#### [Problem to solve]
Could you find each line of the data below that contains the word "junctions" and copy those lines?
(Study material)
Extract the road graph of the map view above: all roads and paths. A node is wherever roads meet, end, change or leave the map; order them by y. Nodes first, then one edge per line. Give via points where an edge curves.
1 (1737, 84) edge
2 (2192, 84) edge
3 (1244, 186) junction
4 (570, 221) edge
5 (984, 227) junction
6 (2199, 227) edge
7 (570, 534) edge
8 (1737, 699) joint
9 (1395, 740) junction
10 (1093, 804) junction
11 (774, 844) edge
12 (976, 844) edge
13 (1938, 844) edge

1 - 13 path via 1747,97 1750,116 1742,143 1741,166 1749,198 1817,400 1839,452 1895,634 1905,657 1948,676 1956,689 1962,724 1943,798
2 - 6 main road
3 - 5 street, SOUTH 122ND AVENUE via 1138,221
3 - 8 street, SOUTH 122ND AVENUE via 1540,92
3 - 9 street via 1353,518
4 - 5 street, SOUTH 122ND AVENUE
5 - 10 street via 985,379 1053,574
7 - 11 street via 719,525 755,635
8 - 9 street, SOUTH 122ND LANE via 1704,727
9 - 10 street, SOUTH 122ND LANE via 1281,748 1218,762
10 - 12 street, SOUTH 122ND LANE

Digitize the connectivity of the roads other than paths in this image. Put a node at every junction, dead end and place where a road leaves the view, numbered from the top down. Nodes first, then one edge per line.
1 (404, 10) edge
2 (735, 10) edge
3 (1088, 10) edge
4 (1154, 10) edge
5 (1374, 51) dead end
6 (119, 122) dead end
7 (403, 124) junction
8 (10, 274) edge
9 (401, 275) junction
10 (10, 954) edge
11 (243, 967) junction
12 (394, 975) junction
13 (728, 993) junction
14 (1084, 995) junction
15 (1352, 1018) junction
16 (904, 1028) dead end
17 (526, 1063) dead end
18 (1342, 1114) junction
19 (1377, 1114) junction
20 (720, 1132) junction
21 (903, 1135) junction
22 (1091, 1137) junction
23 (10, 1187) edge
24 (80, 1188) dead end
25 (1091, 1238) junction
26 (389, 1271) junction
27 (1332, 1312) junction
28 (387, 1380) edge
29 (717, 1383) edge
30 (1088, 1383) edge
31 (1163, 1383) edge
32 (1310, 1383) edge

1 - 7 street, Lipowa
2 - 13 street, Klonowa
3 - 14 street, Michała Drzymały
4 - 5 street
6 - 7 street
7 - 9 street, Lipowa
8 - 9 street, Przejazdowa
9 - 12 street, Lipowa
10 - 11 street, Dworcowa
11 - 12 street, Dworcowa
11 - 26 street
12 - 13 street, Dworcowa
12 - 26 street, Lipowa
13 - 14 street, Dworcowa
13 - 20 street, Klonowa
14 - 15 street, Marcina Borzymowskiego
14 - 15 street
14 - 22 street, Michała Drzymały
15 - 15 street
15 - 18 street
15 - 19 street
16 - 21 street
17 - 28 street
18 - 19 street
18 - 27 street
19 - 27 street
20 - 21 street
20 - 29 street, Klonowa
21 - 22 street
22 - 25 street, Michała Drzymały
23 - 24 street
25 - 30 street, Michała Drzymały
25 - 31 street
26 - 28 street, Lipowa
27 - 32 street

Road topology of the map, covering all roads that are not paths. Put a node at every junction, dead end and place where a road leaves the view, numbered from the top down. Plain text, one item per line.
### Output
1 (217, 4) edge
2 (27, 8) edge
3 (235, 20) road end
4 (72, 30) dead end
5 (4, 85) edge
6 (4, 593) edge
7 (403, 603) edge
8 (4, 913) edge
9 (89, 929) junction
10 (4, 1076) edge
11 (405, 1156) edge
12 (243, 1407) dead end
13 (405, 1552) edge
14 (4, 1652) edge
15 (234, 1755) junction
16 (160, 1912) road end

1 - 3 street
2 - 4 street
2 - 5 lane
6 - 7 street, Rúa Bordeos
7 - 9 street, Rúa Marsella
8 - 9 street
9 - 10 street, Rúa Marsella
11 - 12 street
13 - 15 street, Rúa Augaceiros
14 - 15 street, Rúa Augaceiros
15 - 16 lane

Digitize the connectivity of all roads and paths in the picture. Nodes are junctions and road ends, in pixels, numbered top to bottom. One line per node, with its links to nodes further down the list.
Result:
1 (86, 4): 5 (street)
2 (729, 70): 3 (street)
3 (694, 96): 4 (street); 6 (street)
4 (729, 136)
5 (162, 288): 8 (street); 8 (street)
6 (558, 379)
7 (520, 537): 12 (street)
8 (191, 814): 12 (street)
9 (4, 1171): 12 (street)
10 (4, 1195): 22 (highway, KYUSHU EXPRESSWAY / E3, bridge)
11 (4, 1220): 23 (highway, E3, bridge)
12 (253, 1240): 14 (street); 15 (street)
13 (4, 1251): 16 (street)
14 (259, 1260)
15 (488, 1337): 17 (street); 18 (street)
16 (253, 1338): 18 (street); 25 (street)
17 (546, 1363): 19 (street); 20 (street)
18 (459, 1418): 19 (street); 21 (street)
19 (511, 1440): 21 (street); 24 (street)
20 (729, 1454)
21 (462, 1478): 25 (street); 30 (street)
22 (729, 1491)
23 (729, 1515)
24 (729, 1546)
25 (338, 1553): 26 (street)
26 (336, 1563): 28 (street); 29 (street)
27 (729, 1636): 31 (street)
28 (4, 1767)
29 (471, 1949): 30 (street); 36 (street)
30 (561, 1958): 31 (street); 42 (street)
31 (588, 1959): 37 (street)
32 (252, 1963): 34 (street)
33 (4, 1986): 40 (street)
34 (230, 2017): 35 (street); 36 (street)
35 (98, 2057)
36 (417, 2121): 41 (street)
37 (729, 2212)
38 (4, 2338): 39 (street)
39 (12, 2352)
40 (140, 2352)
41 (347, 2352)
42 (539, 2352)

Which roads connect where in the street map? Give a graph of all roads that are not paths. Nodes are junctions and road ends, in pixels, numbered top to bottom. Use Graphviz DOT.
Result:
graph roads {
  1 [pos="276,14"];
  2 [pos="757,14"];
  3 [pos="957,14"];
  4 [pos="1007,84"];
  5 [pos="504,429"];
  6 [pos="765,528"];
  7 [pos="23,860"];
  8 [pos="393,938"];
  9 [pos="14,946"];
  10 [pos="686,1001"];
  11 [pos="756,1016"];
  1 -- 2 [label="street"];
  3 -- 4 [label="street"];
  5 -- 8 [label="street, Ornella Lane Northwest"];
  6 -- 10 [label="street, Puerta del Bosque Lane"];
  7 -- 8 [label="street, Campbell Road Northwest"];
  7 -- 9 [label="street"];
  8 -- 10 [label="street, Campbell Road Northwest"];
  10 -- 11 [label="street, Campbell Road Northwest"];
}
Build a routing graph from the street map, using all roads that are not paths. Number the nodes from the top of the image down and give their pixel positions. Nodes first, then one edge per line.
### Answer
(End Study material)
#### [Written solution]
Digitize the connectivity of all roads and paths in the picture. Nodes are junctions and road ends, in pixels, numbered top to bottom. One line per node, with its links to nodes further down the list.
Which roads connect where in the street map? Give a graph of all roads that are not paths. Nodes are junctions and road ends, in pixels, numbered top to bottom. Use Graphviz DOT.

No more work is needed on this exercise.